Way Kanan – Aparat Polres Way Kanan berhasil mengungkap kasus dugaan penipuan berkedok transaksi bisnis emas yang turut berkaitan dengan praktik Penambangan Emas Tanpa Izin (PETI) dan peredaran narkotika di Kabupaten Way Kanan.
Dalam operasi tersebut, polisi mengamankan tiga pria berinisial HS (31), MG (34), dan AS (26) di lokasi berbeda pada Selasa (19/05/2026). Ketiganya diduga memiliki peran masing-masing dalam kasus penipuan, tambang ilegal, hingga penyalahgunaan narkoba.
Kapolres Way Kanan, Didik Kurnianto, saat konferensi pers didampingi Kasatreskrim IPTU Riswanto dan Kasatresnarkoba IPTU Prayugo Widodo menjelaskan, kasus bermula dari laporan korban bernama Riky Susanto yang merasa ditipu dalam transaksi jual beli emas.

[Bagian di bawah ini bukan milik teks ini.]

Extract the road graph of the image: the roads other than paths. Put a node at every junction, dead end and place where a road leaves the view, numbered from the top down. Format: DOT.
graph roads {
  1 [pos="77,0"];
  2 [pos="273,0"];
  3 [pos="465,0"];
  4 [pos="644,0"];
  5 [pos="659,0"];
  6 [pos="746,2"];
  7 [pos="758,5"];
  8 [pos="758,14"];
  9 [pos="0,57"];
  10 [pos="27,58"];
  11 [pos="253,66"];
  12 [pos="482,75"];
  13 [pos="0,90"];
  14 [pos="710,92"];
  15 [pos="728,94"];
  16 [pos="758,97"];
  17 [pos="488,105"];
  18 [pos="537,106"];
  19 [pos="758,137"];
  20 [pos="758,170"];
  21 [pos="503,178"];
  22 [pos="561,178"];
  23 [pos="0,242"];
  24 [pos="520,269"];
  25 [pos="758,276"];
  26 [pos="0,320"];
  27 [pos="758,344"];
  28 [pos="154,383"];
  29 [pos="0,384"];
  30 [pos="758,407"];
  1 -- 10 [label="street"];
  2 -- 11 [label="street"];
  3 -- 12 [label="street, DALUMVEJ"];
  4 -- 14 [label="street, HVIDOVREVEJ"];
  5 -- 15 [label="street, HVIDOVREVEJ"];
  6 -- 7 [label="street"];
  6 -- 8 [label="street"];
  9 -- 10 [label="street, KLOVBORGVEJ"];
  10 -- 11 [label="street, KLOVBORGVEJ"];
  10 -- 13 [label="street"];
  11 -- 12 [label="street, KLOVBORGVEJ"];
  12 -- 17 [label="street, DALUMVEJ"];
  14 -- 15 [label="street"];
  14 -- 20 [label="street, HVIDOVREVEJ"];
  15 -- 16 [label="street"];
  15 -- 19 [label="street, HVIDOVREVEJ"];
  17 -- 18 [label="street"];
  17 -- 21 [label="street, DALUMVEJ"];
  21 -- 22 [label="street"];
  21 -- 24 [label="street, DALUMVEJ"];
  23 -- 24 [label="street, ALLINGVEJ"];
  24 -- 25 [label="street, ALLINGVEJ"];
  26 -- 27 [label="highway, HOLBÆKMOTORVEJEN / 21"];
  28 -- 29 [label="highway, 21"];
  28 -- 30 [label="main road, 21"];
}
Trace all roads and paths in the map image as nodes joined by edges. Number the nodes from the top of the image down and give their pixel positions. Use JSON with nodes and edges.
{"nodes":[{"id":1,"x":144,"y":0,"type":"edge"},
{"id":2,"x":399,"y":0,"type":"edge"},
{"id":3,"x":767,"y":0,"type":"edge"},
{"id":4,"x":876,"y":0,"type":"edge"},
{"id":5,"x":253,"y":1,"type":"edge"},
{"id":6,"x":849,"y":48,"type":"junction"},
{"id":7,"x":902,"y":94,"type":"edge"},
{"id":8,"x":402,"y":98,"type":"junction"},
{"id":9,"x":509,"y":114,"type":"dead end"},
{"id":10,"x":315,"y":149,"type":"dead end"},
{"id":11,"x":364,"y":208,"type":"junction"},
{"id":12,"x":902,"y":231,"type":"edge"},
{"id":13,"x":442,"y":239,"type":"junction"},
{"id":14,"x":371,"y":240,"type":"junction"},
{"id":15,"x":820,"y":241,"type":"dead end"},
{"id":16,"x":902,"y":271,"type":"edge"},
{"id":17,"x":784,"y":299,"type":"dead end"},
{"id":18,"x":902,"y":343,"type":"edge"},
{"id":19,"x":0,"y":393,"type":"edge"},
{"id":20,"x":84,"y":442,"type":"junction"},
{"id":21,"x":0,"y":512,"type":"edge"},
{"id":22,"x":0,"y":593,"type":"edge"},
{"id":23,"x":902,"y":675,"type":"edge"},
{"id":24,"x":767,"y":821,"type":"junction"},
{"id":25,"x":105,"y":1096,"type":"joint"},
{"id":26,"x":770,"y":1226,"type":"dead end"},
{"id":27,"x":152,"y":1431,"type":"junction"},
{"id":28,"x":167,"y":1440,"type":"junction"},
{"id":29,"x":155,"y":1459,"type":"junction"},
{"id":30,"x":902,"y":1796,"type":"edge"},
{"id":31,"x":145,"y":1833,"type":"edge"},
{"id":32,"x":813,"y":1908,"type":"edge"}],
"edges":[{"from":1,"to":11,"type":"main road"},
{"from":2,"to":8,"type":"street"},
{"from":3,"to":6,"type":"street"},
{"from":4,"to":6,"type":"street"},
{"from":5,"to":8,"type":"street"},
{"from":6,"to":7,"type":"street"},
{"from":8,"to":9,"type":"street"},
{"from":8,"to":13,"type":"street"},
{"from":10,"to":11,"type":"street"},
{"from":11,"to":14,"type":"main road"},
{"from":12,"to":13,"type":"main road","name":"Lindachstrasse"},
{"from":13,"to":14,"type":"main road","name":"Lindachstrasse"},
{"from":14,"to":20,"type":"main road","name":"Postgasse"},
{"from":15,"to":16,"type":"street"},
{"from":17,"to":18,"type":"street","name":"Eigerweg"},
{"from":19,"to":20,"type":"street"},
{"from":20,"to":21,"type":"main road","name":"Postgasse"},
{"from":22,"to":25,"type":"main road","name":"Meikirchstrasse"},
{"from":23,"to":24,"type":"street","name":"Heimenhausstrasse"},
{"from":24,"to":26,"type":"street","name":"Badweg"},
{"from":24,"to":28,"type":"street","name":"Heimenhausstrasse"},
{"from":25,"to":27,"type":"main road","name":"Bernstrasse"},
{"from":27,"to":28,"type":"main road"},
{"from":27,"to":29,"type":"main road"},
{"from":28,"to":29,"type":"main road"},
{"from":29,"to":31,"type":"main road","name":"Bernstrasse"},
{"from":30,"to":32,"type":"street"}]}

Peristiwa itu terjadi pada Rabu (06/05/2026) ketika korban dihubungi oleh HS yang meminta uang sebesar Rp50 juta dengan alasan untuk kebutuhan transaksi emas. Karena sebelumnya keduanya pernah melakukan bisnis serupa, korban mempercayai permintaan tersebut dan mentransfer uang sesuai permintaan pelaku.
Setelah berhasil memperoleh uang pertama, pelaku kembali meminta dana tambahan secara bertahap. Pada hari berikutnya korban kembali mengirim Rp50 juta, disusul Rp150 juta dan Rp200 juta pada hari-hari selanjutnya. Bahkan korban kembali mentransfer Rp61 juta dalam dua tahap melalui rekening bank milik pelaku.
Namun setelah seluruh uang dikirim, komunikasi antara korban dan HS tiba-tiba terputus. Korban yang mulai merasa curiga berusaha mendatangi rumah pelaku, tetapi HS tidak ditemukan.
Tak lama kemudian, MG yang disebut sebagai rekan HS menghubungi salah satu saksi dan mengaku bahwa HS sedang diamankan polisi karena membeli emas dari tambang ilegal. Dengan alasan membantu proses pembebasan, MG meminta uang Rp150 juta kepada korban.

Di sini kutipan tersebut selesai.